Stored data
_ _ _ _ _

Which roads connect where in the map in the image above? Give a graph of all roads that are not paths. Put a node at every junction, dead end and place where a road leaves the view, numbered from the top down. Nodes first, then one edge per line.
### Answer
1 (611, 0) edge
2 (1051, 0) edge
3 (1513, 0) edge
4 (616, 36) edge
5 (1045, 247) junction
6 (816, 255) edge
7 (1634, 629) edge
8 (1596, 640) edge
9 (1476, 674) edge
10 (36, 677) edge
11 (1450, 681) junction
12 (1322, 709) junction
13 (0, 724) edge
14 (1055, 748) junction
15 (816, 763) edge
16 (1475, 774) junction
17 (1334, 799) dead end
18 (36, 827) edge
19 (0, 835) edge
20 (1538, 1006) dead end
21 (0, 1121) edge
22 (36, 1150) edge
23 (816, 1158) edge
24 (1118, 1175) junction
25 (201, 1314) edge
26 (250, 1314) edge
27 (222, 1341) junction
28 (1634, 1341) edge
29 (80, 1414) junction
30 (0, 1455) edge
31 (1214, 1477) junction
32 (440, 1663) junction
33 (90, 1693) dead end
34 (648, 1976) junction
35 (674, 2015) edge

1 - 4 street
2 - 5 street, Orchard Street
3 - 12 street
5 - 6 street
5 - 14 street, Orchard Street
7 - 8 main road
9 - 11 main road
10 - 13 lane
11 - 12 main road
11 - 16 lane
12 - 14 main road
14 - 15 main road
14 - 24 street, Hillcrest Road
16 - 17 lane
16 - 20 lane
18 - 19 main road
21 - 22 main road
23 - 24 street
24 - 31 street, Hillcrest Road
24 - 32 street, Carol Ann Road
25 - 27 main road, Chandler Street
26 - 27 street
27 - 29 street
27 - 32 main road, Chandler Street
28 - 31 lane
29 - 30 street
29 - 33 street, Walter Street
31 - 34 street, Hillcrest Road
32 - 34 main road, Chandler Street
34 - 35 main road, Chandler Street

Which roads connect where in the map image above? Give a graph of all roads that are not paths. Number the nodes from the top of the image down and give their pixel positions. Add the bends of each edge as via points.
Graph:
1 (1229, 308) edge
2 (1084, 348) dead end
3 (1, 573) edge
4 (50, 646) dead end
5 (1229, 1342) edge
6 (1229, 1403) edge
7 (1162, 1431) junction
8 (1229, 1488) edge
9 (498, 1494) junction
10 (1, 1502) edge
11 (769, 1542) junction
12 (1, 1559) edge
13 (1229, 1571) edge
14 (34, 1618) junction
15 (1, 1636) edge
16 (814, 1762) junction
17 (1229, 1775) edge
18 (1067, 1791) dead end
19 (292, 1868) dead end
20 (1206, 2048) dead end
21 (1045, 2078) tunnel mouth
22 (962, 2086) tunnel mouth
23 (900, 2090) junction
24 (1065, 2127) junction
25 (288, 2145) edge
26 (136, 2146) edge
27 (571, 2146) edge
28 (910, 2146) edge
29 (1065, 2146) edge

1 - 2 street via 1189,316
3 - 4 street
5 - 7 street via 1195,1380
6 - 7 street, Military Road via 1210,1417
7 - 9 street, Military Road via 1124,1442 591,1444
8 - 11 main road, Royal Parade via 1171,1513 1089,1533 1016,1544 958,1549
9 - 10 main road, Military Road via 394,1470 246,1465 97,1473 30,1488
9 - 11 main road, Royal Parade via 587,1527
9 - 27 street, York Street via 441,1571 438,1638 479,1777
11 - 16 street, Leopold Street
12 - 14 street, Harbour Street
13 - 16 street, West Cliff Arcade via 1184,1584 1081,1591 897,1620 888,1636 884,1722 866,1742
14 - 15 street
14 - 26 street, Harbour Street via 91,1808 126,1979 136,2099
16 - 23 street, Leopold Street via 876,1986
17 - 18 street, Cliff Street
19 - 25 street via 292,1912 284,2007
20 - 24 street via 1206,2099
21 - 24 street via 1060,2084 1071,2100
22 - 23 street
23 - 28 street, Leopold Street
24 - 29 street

_ _ _ _ _

Collect every line with the string "Orchard" from the records, and copy each.

2 - 5 street, Orchard Street
5 - 14 street, Orchard Street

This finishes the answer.